### Study material ###

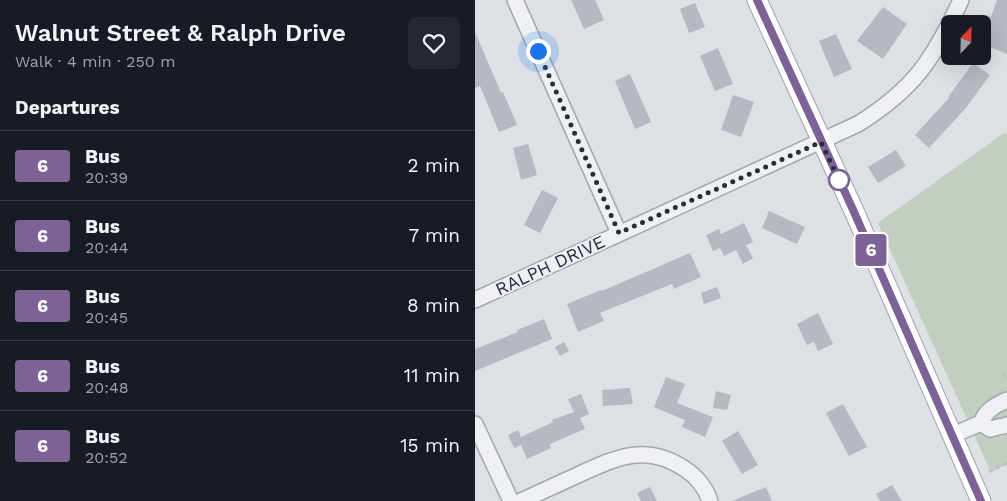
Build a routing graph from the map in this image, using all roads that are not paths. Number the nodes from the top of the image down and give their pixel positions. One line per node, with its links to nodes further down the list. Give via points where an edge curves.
1 (515, 0): 5 (street)
2 (757, 0): 4 (main road)
3 (961, 0): 4 (street, RALPH DRIVE, via 934,53 915,79 882,109)
4 (821, 142): 5 (street, RALPH DRIVE); 11 (main road)
5 (619, 233): 6 (street, RALPH DRIVE)
6 (475, 300)
7 (1007, 400): 8 (street, via 992,406)
8 (981, 423): 10 (street, via 990,429); 11 (street)
9 (475, 424): 12 (street)
10 (1007, 424)
11 (953, 435): 15 (main road)
12 (511, 501)
13 (521, 501): 14 (street, via 610,460 639,454 676,463 702,486)
14 (710, 501)
15 (981, 501)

###

Without the pictures, return all the records precisely as they stand.

Exercise solution |
Build a routing graph from the map in this image, using all roads that are not paths. Number the nodes from the top of the image down and give their pixel positions. One line per node, with its links to nodes further down the list. Give via points where an edge curves.
1 (515, 0): 5 (street)
2 (757, 0): 4 (main road)
3 (961, 0): 4 (street, RALPH DRIVE, via 934,53 915,79 882,109)
4 (821, 142): 5 (street, RALPH DRIVE); 11 (main road)
5 (619, 233): 6 (street, RALPH DRIVE)
6 (475, 300)
7 (1007, 400): 8 (street, via 992,406)
8 (981, 423): 10 (street, via 990,429); 11 (street)
9 (475, 424): 12 (street)
10 (1007, 424)
11 (953, 435): 15 (main road)
12 (511, 501)
13 (521, 501): 14 (street, via 610,460 639,454 676,463 702,486)
14 (710, 501)
15 (981, 501)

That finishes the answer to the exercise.